Next time you travel to Amsterdam, don’t be surprised if you see a group of pigs when your plane lands at Schiphol airport. They didn’t escape from a nearby farm or anything like that. It’s actually a pilot project to study whether a small group of pigs can deter birds from the airport vicinity. The birds are attracted by the discarded sugar beet and can pose problems for pilots.
Airport authorities placed a group of 20 pigs on a two-hectare (five-acre) plot, hoping the pigs will eat the food that attracts the birds. Birds can collide with planes and even get sucked into engines, causing major damage — as it happened in 2009 when a pilot had to land the plane on the Hudson River after losing power on both engines.
Aware of the risks, the airport had already implemented a set of bird controllers years back. The controllers track avian activity and keep birds away, using technology such as laser beams and special sounds. They also tried making the airfield unappealing for birds by using special types of grass. But it was still problematic, so they’ve now decided to take it a step further – with pigs.
The pilot project is carried out in cooperation with the Infrastructure and Water Management ministry. In the next few weeks, they will monitor bird activity in the area and compare it to a reference plot without pigs. Simultaneously, they will use a bird radar to map the areas of the Schiphol airport most frequented by birds – alongside visual observations.
The pigs are owned by a small-scale farm near the airport, Buitengewone Varkens. Its owner, Stan Gloudemans, was approached by the authorities at Schiphol as they were seeking for solutions to deter birds.

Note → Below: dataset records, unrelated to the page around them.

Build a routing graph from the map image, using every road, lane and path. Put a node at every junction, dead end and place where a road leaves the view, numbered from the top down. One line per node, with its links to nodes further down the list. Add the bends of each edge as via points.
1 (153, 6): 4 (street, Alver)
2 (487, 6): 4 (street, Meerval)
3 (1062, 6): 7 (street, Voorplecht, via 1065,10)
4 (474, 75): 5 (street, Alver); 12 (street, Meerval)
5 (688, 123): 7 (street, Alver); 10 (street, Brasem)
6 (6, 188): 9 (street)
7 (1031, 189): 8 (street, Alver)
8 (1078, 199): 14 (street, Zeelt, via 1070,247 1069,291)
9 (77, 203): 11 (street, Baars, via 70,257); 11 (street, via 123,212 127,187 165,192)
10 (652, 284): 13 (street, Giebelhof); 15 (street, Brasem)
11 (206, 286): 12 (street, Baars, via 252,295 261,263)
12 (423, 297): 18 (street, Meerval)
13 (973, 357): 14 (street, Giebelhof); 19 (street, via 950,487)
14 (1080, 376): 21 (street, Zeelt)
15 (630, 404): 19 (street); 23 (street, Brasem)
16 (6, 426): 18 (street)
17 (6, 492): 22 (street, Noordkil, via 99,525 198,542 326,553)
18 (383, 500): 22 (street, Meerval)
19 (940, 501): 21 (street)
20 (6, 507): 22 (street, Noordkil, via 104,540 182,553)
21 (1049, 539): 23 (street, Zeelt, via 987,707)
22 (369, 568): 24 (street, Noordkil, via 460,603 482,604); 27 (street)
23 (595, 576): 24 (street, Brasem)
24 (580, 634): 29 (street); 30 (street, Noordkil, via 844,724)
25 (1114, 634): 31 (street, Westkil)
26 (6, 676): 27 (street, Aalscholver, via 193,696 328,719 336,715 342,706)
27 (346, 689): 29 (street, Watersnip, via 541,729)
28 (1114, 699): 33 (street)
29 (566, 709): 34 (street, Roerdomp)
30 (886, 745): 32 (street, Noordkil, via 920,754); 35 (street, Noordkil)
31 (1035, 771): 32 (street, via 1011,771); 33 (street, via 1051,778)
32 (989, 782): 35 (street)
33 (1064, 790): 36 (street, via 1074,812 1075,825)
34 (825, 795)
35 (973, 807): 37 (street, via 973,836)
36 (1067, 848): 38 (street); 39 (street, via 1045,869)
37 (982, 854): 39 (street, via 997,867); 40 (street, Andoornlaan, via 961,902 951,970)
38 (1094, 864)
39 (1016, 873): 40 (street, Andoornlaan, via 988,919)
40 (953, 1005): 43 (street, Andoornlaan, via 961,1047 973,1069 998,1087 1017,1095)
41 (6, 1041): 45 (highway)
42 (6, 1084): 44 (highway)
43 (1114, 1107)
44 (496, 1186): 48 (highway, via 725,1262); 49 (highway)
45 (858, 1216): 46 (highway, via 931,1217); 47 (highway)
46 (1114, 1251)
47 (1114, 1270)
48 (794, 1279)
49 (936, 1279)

Speaking with The Guardian, Gloudemans said the pilot is already a success and it should be expanded to more hectares near the airport.
The bird problem
Birds and planes don’t get along, ever since Orville Wright – one of the pioneers of aviation – knocked into a flock while flying over a cornfield in 1905. Airport managers and aviation experts have worked hard over the years to keep birds far away from airports as they can crack windshields, bend instruments, and get sucked into fuselages.
To keep birds away, airports have tried all sorts of methods. One of the most popular ones is firing air cannons when birds are in an area of aircraft activity. Airports have also altered the nearby landscape to make it less bird-friendly, for example replacing grass with gravel or filling in ponds. But some airports have been even more creative.
Pigs were used in Salt Lake City’s airport to eat up gull eggs, border collies were used in Southwest Florida International to chase away herons and egrets, and LED screens were placed in France’s Lourdes-Tarbes Pyrénées airport – displaying a googly eye graphic to scare off birds. Even drones were once used in Edmonton airport in Canada. Now, pigs are entering the fray, and we can’t wait to see how it works out.